■ Exercise directions: Every record must be given again word for word; no picture belongs in the copy.

■ Exercise input:

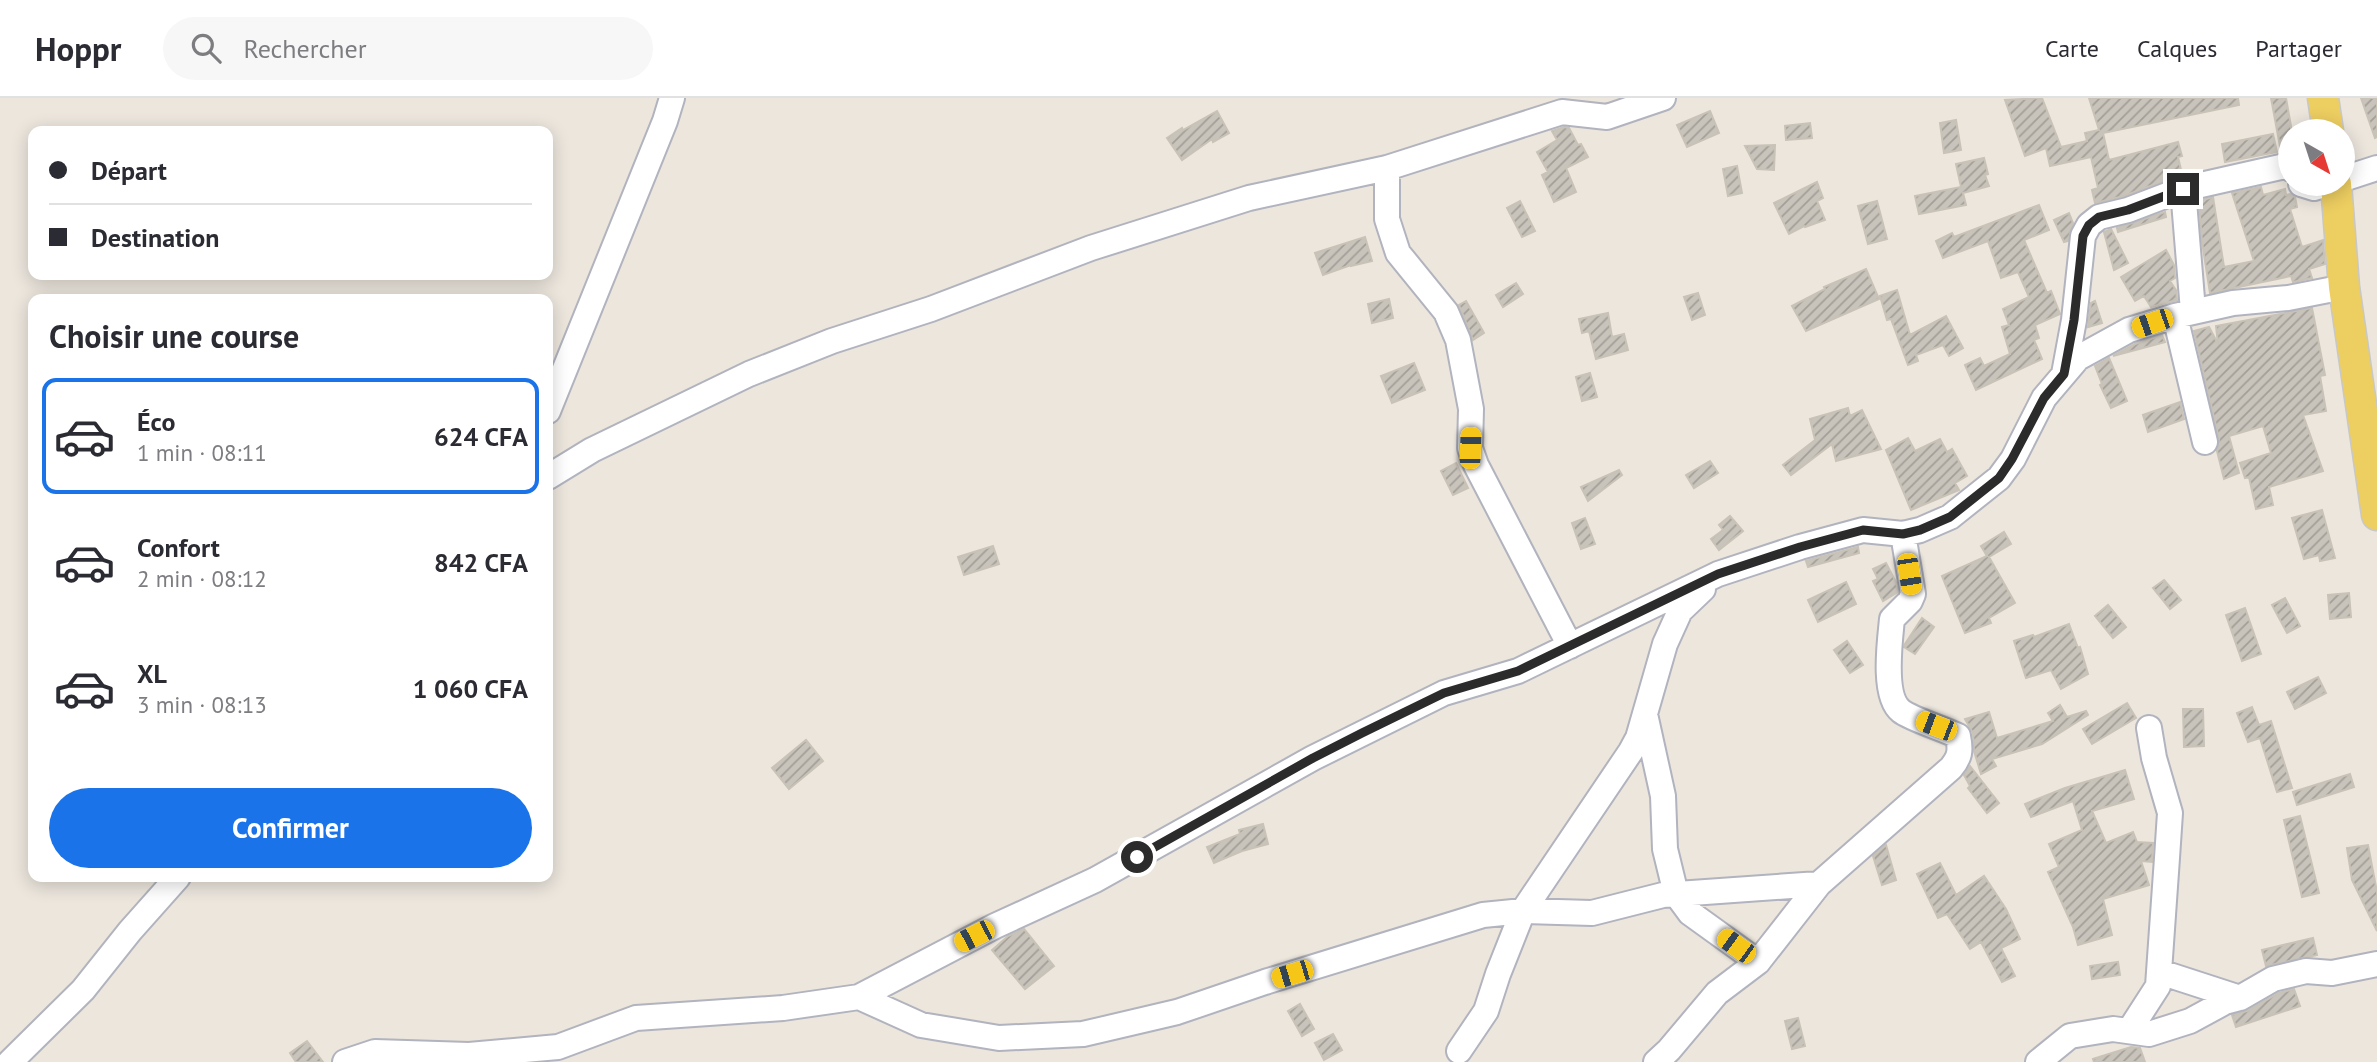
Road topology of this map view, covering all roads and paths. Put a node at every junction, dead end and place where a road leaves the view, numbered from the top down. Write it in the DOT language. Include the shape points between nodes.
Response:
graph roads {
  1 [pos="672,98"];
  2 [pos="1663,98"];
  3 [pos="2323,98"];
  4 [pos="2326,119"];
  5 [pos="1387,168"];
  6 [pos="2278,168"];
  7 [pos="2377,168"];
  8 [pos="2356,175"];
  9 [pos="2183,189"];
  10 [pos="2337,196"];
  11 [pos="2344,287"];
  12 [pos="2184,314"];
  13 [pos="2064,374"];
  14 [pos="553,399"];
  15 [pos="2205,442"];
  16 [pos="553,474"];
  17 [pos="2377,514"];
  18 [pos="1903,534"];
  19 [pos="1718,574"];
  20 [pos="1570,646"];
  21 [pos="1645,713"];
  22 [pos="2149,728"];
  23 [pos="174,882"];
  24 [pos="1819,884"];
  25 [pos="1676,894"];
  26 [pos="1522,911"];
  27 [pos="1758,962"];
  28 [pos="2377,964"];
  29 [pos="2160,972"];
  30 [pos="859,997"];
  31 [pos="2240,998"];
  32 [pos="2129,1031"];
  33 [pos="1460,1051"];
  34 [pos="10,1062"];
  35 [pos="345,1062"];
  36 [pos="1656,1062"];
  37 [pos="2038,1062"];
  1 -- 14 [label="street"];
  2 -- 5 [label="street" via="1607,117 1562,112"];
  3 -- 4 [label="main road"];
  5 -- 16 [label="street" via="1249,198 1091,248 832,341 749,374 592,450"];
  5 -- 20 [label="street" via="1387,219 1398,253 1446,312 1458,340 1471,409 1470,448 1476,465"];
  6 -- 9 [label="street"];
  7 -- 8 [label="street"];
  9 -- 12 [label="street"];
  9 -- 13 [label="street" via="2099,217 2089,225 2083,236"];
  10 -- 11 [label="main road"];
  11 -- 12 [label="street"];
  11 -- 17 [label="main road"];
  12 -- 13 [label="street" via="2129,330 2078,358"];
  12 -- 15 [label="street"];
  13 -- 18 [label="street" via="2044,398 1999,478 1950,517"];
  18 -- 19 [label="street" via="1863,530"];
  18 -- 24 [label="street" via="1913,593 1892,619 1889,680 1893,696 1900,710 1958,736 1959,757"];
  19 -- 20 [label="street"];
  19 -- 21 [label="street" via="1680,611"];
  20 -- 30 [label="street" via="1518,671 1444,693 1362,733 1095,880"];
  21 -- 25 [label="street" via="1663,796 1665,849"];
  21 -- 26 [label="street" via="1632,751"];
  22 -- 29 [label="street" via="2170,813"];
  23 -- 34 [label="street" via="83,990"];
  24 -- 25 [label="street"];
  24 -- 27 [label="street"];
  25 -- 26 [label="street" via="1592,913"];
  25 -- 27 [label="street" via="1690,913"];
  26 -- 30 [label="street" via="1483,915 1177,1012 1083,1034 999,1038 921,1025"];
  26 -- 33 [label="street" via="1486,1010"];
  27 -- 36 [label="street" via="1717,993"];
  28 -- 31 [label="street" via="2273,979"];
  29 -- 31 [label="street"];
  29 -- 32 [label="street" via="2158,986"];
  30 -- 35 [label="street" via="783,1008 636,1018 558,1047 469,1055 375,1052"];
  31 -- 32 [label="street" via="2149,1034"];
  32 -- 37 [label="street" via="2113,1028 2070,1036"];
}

■ Task output:
Road topology of this map view, covering all roads and paths. Put a node at every junction, dead end and place where a road leaves the view, numbered from the top down. Write it in the DOT language. Include the shape points between nodes.
Response:
graph roads {
  1 [pos="672,98"];
  2 [pos="1663,98"];
  3 [pos="2323,98"];
  4 [pos="2326,119"];
  5 [pos="1387,168"];
  6 [pos="2278,168"];
  7 [pos="2377,168"];
  8 [pos="2356,175"];
  9 [pos="2183,189"];
  10 [pos="2337,196"];
  11 [pos="2344,287"];
  12 [pos="2184,314"];
  13 [pos="2064,374"];
  14 [pos="553,399"];
  15 [pos="2205,442"];
  16 [pos="553,474"];
  17 [pos="2377,514"];
  18 [pos="1903,534"];
  19 [pos="1718,574"];
  20 [pos="1570,646"];
  21 [pos="1645,713"];
  22 [pos="2149,728"];
  23 [pos="174,882"];
  24 [pos="1819,884"];
  25 [pos="1676,894"];
  26 [pos="1522,911"];
  27 [pos="1758,962"];
  28 [pos="2377,964"];
  29 [pos="2160,972"];
  30 [pos="859,997"];
  31 [pos="2240,998"];
  32 [pos="2129,1031"];
  33 [pos="1460,1051"];
  34 [pos="10,1062"];
  35 [pos="345,1062"];
  36 [pos="1656,1062"];
  37 [pos="2038,1062"];
  1 -- 14 [label="street"];
  2 -- 5 [label="street" via="1607,117 1562,112"];
  3 -- 4 [label="main road"];
  5 -- 16 [label="street" via="1249,198 1091,248 832,341 749,374 592,450"];
  5 -- 20 [label="street" via="1387,219 1398,253 1446,312 1458,340 1471,409 1470,448 1476,465"];
  6 -- 9 [label="street"];
  7 -- 8 [label="street"];
  9 -- 12 [label="street"];
  9 -- 13 [label="street" via="2099,217 2089,225 2083,236"];
  10 -- 11 [label="main road"];
  11 -- 12 [label="street"];
  11 -- 17 [label="main road"];
  12 -- 13 [label="street" via="2129,330 2078,358"];
  12 -- 15 [label="street"];
  13 -- 18 [label="street" via="2044,398 1999,478 1950,517"];
  18 -- 19 [label="street" via="1863,530"];
  18 -- 24 [label="street" via="1913,593 1892,619 1889,680 1893,696 1900,710 1958,736 1959,757"];
  19 -- 20 [label="street"];
  19 -- 21 [label="street" via="1680,611"];
  20 -- 30 [label="street" via="1518,671 1444,693 1362,733 1095,880"];
  21 -- 25 [label="street" via="1663,796 1665,849"];
  21 -- 26 [label="street" via="1632,751"];
  22 -- 29 [label="street" via="2170,813"];
  23 -- 34 [label="street" via="83,990"];
  24 -- 25 [label="street"];
  24 -- 27 [label="street"];
  25 -- 26 [label="street" via="1592,913"];
  25 -- 27 [label="street" via="1690,913"];
  26 -- 30 [label="street" via="1483,915 1177,1012 1083,1034 999,1038 921,1025"];
  26 -- 33 [label="street" via="1486,1010"];
  27 -- 36 [label="street" via="1717,993"];
  28 -- 31 [label="street" via="2273,979"];
  29 -- 31 [label="street"];
  29 -- 32 [label="street" via="2158,986"];
  30 -- 35 [label="street" via="783,1008 636,1018 558,1047 469,1055 375,1052"];
  31 -- 32 [label="street" via="2149,1034"];
  32 -- 37 [label="street" via="2113,1028 2070,1036"];
}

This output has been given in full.